Pode ser que a violência física no Brasil se reduza ao se evitar a violência nas mensagens e na comunicação e ao se reduzir aquela contida nos pensamentos e nos sentimentos. A violência nas escolas brasileiras, antes de ser física, é uma violência verbal e mental.

A construção de uma cultura da paz exige transformação de valores, mentalidade e comportamentos. A UNESCO já reconhecia a necessidade de trabalhar a paz dentro de cada pessoa quando adotou a seguinte frase como introdução ao ato que a constituiu: “Se as guerras nascem no espírito dos homens, é nos espíritos dos homens que devem ser erguidos os baluartes da paz.”

A falta de fraternidade induz a violência.

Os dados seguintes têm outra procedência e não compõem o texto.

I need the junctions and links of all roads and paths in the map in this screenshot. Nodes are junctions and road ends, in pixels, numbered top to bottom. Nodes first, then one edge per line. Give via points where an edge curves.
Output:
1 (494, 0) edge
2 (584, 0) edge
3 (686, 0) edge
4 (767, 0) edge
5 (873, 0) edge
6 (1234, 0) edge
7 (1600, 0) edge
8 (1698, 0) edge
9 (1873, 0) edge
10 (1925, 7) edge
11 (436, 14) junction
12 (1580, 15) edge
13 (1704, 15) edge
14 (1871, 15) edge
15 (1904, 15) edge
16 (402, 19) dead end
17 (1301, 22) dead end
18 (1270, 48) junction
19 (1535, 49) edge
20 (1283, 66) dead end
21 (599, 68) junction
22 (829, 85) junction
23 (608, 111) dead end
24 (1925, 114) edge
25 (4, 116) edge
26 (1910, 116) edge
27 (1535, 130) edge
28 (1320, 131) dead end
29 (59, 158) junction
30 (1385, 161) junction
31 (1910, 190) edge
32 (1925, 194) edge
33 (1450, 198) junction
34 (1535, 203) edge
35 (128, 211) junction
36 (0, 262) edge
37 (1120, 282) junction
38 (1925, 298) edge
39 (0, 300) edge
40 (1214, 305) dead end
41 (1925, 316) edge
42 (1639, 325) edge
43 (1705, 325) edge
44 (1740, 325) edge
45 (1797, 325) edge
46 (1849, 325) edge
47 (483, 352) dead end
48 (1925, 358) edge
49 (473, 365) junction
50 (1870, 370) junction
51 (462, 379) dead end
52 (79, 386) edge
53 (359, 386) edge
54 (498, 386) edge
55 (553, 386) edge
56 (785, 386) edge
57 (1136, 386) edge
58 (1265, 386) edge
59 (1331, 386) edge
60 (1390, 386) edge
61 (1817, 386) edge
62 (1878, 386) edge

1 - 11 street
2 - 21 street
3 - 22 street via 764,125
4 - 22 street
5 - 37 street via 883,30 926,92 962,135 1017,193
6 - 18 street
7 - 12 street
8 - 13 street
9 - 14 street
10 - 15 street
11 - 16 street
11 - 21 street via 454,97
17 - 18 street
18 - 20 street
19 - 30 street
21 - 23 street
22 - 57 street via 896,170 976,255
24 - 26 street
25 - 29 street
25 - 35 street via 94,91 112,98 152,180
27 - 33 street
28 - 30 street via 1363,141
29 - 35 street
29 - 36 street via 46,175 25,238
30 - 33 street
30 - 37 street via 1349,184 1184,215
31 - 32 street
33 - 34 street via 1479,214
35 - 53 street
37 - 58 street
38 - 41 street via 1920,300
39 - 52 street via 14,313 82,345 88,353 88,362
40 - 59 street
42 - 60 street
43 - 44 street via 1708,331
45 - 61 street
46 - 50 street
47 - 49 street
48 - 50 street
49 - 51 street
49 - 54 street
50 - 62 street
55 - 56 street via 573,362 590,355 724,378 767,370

Liberdade de expressão sem fraternidade e respeito pelos outros pode ter resultados violentos e criminosos, como mostram episódios de comunicação no Brasil e no exterior. Toda ação gera uma reação, que pode ser desproporcional quando envolve fundamentalismos religiosos. O sábio indiano Sri Aurobindo observou que  a fraternidade é a chave para viabilizar a liberdade com igualdade.

Mensagens podem inspirar, promover virtudes, despertar sentimentos edificantes. O cuidado com as mensagens  e com a linguagem integra o esforço de aprimoramento da evolução humana. Gentileza, cortesia, cordialidade, empatia e compaixão, fraternidade e amor são atitudes que podem promover encontros, cooperação e compreensão e desarmar escaladas de violência a partir da comunicação.

(*) Autor dos livros Ecologizar, Tesouros da Índia, Meio Ambiente & Evolução Humana.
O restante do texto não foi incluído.